Among the entries below, count the lines where the string "BIET" occurs, and give only the number.

-------- Data records

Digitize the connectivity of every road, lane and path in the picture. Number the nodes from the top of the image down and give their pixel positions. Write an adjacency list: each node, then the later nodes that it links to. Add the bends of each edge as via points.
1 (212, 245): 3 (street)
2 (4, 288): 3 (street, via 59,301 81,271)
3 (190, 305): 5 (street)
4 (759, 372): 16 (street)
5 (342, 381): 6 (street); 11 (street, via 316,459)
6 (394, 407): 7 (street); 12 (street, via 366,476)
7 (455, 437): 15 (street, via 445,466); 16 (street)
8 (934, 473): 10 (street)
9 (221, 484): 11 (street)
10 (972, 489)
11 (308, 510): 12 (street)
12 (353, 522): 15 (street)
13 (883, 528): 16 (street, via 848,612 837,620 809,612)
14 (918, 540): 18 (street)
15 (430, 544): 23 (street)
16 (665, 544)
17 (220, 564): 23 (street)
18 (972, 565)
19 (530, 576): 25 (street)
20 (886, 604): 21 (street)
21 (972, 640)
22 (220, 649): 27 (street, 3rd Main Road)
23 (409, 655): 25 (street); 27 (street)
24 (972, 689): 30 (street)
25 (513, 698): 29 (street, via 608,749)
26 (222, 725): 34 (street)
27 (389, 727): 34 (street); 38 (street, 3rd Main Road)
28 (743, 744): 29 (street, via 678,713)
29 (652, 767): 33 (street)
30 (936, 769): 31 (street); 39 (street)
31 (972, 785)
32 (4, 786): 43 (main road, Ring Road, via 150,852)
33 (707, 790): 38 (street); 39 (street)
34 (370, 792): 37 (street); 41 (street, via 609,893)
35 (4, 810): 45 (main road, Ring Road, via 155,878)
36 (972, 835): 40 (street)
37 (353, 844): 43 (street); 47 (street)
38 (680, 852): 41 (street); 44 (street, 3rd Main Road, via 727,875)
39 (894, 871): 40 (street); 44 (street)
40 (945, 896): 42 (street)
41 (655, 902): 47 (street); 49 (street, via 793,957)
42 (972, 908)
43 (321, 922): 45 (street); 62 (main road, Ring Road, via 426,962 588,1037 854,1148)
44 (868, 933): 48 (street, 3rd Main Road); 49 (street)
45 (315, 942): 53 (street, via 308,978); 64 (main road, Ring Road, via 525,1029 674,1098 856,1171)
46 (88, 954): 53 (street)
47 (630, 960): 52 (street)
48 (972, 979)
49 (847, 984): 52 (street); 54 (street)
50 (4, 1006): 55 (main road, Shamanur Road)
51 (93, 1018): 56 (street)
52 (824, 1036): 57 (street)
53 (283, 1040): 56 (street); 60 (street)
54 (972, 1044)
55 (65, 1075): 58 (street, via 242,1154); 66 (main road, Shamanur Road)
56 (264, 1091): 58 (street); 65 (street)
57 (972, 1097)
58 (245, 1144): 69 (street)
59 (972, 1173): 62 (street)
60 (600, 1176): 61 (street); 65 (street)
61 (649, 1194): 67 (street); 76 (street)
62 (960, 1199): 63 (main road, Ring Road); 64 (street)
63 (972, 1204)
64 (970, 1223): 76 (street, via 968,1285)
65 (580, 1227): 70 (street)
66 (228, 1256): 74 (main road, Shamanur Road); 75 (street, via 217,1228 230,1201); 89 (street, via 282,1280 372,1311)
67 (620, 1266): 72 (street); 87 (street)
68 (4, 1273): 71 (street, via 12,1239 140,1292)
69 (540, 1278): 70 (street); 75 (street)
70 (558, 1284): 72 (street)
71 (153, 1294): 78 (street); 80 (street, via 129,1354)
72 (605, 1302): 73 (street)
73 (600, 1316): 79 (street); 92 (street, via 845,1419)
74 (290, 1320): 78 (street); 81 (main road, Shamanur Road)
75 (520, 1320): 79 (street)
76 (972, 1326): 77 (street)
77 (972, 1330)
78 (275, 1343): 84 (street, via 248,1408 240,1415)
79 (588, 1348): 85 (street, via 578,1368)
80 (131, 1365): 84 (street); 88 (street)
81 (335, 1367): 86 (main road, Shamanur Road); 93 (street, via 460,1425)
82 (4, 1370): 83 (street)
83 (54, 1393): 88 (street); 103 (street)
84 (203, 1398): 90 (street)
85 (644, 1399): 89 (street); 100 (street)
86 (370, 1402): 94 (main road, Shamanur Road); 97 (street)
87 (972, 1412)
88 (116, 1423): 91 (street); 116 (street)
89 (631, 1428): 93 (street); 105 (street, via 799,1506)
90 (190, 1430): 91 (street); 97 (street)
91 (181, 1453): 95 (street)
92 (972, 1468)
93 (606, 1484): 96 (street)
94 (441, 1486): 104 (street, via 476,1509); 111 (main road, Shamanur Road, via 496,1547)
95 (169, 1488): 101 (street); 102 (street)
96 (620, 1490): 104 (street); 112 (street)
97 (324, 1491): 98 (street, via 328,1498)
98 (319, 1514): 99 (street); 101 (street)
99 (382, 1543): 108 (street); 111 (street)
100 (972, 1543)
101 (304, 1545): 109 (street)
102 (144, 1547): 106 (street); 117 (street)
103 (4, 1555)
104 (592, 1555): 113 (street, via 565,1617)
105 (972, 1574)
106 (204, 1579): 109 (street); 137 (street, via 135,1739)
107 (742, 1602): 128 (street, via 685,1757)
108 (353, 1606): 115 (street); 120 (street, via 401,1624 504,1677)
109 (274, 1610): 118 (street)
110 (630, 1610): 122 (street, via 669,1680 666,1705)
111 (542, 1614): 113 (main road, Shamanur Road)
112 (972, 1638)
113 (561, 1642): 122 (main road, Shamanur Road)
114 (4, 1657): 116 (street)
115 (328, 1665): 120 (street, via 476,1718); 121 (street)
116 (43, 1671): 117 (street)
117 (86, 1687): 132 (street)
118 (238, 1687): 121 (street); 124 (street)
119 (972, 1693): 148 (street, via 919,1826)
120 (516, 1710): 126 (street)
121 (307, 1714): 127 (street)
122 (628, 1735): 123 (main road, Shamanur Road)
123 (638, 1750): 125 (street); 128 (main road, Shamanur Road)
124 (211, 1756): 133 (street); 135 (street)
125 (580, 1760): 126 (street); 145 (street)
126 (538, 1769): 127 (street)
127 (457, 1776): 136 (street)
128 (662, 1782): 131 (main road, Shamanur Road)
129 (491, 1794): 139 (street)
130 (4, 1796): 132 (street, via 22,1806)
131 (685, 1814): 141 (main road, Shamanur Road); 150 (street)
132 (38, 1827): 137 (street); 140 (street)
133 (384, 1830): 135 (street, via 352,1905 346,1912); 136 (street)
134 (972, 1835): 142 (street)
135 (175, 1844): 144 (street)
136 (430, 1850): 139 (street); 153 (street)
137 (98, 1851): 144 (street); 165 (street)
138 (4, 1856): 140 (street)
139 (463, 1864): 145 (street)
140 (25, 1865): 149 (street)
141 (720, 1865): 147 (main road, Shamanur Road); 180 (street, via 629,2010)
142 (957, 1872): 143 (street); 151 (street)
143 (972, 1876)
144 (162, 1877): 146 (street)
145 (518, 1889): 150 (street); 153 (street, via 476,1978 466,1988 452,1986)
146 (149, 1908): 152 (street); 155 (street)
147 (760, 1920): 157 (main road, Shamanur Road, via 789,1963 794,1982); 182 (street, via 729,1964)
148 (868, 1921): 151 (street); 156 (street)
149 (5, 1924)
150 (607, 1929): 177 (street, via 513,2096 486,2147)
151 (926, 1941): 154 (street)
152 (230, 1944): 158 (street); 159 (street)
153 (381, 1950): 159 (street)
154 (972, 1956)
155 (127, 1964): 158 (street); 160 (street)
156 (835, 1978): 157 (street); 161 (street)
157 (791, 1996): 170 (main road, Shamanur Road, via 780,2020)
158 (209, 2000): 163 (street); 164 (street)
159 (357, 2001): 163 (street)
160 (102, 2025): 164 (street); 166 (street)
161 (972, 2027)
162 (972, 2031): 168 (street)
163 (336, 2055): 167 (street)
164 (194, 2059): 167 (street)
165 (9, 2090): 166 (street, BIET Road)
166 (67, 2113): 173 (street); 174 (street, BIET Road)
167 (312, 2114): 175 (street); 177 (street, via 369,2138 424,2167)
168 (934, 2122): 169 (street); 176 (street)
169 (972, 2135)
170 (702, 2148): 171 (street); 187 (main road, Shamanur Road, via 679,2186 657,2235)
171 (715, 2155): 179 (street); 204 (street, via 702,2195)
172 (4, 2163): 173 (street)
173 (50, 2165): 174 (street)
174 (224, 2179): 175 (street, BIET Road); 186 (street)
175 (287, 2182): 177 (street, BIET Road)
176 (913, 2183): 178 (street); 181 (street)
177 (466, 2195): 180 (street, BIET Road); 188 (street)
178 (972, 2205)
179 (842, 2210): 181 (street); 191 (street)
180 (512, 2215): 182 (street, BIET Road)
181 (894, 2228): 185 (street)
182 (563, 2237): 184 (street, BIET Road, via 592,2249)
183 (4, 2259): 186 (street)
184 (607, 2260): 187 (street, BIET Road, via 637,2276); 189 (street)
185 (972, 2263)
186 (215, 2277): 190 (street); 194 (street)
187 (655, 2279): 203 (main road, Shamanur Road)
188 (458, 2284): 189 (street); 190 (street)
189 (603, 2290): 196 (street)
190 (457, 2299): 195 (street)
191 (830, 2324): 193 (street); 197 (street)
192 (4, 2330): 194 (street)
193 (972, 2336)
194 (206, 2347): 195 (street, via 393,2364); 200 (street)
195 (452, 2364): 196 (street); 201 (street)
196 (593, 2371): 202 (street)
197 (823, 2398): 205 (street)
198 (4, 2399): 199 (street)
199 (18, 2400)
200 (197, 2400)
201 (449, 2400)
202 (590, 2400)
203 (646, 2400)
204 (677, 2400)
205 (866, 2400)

----------------

◆ **Solution**:
8